TASK ITEM: Copy out the data word for word, without any of its pictures.

DATASET ENTRIES:
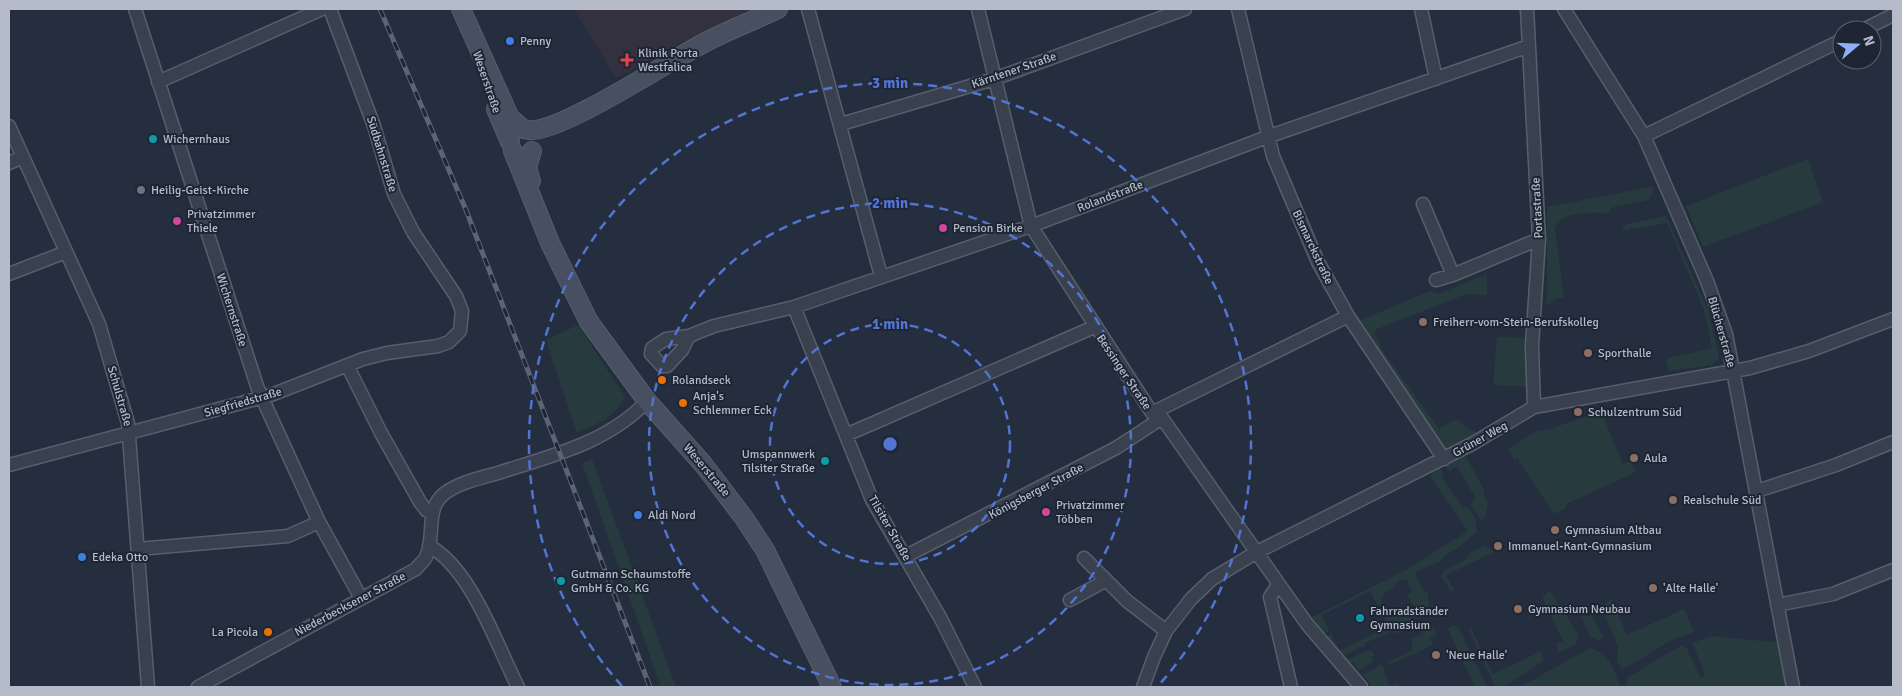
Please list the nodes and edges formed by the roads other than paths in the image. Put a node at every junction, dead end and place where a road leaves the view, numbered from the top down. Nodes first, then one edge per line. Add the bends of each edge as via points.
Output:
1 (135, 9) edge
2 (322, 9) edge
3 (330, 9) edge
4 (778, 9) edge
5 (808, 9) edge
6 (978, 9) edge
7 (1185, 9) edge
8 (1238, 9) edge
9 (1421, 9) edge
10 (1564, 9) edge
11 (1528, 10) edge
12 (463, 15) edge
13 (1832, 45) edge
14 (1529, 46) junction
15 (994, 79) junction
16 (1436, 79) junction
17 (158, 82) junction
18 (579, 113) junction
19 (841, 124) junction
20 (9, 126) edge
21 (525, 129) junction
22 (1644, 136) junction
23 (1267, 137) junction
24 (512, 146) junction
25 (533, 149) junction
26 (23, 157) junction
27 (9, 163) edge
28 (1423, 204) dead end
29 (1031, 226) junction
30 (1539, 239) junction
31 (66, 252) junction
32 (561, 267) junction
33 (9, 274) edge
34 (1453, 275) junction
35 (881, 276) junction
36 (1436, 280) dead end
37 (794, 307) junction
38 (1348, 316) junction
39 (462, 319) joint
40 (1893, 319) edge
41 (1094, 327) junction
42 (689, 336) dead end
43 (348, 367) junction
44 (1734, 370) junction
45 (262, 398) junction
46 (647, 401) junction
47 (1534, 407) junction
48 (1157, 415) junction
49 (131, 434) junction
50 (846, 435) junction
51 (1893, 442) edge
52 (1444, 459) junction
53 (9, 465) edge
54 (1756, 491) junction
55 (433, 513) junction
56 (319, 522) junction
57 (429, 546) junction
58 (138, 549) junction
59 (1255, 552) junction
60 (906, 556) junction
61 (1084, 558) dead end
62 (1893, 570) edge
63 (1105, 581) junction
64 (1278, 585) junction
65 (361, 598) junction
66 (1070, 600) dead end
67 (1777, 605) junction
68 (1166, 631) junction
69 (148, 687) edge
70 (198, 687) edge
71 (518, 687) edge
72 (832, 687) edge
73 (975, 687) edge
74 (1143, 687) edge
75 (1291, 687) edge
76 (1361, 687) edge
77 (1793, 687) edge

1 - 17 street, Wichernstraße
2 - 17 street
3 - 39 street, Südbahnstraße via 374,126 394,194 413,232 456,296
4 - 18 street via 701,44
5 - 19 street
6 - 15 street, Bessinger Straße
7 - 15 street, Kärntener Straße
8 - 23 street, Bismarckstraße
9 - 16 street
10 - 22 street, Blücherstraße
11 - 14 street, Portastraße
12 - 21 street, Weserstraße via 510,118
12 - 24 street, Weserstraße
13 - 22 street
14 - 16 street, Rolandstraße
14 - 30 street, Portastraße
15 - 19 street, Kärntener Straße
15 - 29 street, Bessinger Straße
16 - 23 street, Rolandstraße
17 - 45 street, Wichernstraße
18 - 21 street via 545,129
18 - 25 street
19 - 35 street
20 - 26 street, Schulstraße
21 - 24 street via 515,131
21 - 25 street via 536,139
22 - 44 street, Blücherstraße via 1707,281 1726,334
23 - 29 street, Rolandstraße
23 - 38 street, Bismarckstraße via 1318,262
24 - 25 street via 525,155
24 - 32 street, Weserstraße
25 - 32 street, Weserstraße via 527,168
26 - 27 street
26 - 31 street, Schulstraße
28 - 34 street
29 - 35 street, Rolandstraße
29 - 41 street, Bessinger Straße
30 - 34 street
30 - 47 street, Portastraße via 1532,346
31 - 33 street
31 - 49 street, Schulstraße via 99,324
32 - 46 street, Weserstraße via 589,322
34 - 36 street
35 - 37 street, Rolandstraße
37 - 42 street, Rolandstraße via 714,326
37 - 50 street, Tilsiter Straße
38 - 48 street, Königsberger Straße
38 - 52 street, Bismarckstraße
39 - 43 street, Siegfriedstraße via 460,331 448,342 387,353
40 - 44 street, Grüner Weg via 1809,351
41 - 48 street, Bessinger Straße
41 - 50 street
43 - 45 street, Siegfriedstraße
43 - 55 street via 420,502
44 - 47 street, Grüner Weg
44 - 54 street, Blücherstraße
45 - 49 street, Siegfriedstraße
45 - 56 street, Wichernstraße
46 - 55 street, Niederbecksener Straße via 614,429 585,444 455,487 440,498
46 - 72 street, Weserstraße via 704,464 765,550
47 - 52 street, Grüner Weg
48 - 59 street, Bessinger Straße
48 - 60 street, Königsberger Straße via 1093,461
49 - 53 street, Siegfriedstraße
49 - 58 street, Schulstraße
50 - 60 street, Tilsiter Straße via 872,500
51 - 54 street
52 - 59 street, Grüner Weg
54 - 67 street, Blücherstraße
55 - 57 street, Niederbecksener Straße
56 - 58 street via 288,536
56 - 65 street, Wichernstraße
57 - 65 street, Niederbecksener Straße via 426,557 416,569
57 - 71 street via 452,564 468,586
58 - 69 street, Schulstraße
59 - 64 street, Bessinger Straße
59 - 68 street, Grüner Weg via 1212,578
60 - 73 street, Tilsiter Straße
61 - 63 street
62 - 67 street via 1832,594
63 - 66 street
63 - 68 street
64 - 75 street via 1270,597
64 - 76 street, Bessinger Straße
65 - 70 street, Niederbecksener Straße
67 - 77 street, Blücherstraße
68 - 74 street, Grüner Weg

RESPONSE:
Please list the nodes and edges formed by the roads other than paths in the image. Put a node at every junction, dead end and place where a road leaves the view, numbered from the top down. Nodes first, then one edge per line. Add the bends of each edge as via points.
Output:
1 (135, 9) edge
2 (322, 9) edge
3 (330, 9) edge
4 (778, 9) edge
5 (808, 9) edge
6 (978, 9) edge
7 (1185, 9) edge
8 (1238, 9) edge
9 (1421, 9) edge
10 (1564, 9) edge
11 (1528, 10) edge
12 (463, 15) edge
13 (1832, 45) edge
14 (1529, 46) junction
15 (994, 79) junction
16 (1436, 79) junction
17 (158, 82) junction
18 (579, 113) junction
19 (841, 124) junction
20 (9, 126) edge
21 (525, 129) junction
22 (1644, 136) junction
23 (1267, 137) junction
24 (512, 146) junction
25 (533, 149) junction
26 (23, 157) junction
27 (9, 163) edge
28 (1423, 204) dead end
29 (1031, 226) junction
30 (1539, 239) junction
31 (66, 252) junction
32 (561, 267) junction
33 (9, 274) edge
34 (1453, 275) junction
35 (881, 276) junction
36 (1436, 280) dead end
37 (794, 307) junction
38 (1348, 316) junction
39 (462, 319) joint
40 (1893, 319) edge
41 (1094, 327) junction
42 (689, 336) dead end
43 (348, 367) junction
44 (1734, 370) junction
45 (262, 398) junction
46 (647, 401) junction
47 (1534, 407) junction
48 (1157, 415) junction
49 (131, 434) junction
50 (846, 435) junction
51 (1893, 442) edge
52 (1444, 459) junction
53 (9, 465) edge
54 (1756, 491) junction
55 (433, 513) junction
56 (319, 522) junction
57 (429, 546) junction
58 (138, 549) junction
59 (1255, 552) junction
60 (906, 556) junction
61 (1084, 558) dead end
62 (1893, 570) edge
63 (1105, 581) junction
64 (1278, 585) junction
65 (361, 598) junction
66 (1070, 600) dead end
67 (1777, 605) junction
68 (1166, 631) junction
69 (148, 687) edge
70 (198, 687) edge
71 (518, 687) edge
72 (832, 687) edge
73 (975, 687) edge
74 (1143, 687) edge
75 (1291, 687) edge
76 (1361, 687) edge
77 (1793, 687) edge

1 - 17 street, Wichernstraße
2 - 17 street
3 - 39 street, Südbahnstraße via 374,126 394,194 413,232 456,296
4 - 18 street via 701,44
5 - 19 street
6 - 15 street, Bessinger Straße
7 - 15 street, Kärntener Straße
8 - 23 street, Bismarckstraße
9 - 16 street
10 - 22 street, Blücherstraße
11 - 14 street, Portastraße
12 - 21 street, Weserstraße via 510,118
12 - 24 street, Weserstraße
13 - 22 street
14 - 16 street, Rolandstraße
14 - 30 street, Portastraße
15 - 19 street, Kärntener Straße
15 - 29 street, Bessinger Straße
16 - 23 street, Rolandstraße
17 - 45 street, Wichernstraße
18 - 21 street via 545,129
18 - 25 street
19 - 35 street
20 - 26 street, Schulstraße
21 - 24 street via 515,131
21 - 25 street via 536,139
22 - 44 street, Blücherstraße via 1707,281 1726,334
23 - 29 street, Rolandstraße
23 - 38 street, Bismarckstraße via 1318,262
24 - 25 street via 525,155
24 - 32 street, Weserstraße
25 - 32 street, Weserstraße via 527,168
26 - 27 street
26 - 31 street, Schulstraße
28 - 34 street
29 - 35 street, Rolandstraße
29 - 41 street, Bessinger Straße
30 - 34 street
30 - 47 street, Portastraße via 1532,346
31 - 33 street
31 - 49 street, Schulstraße via 99,324
32 - 46 street, Weserstraße via 589,322
34 - 36 street
35 - 37 street, Rolandstraße
37 - 42 street, Rolandstraße via 714,326
37 - 50 street, Tilsiter Straße
38 - 48 street, Königsberger Straße
38 - 52 street, Bismarckstraße
39 - 43 street, Siegfriedstraße via 460,331 448,342 387,353
40 - 44 street, Grüner Weg via 1809,351
41 - 48 street, Bessinger Straße
41 - 50 street
43 - 45 street, Siegfriedstraße
43 - 55 street via 420,502
44 - 47 street, Grüner Weg
44 - 54 street, Blücherstraße
45 - 49 street, Siegfriedstraße
45 - 56 street, Wichernstraße
46 - 55 street, Niederbecksener Straße via 614,429 585,444 455,487 440,498
46 - 72 street, Weserstraße via 704,464 765,550
47 - 52 street, Grüner Weg
48 - 59 street, Bessinger Straße
48 - 60 street, Königsberger Straße via 1093,461
49 - 53 street, Siegfriedstraße
49 - 58 street, Schulstraße
50 - 60 street, Tilsiter Straße via 872,500
51 - 54 street
52 - 59 street, Grüner Weg
54 - 67 street, Blücherstraße
55 - 57 street, Niederbecksener Straße
56 - 58 street via 288,536
56 - 65 street, Wichernstraße
57 - 65 street, Niederbecksener Straße via 426,557 416,569
57 - 71 street via 452,564 468,586
58 - 69 street, Schulstraße
59 - 64 street, Bessinger Straße
59 - 68 street, Grüner Weg via 1212,578
60 - 73 street, Tilsiter Straße
61 - 63 street
62 - 67 street via 1832,594
63 - 66 street
63 - 68 street
64 - 75 street via 1270,597
64 - 76 street, Bessinger Straße
65 - 70 street, Niederbecksener Straße
67 - 77 street, Blücherstraße
68 - 74 street, Grüner Weg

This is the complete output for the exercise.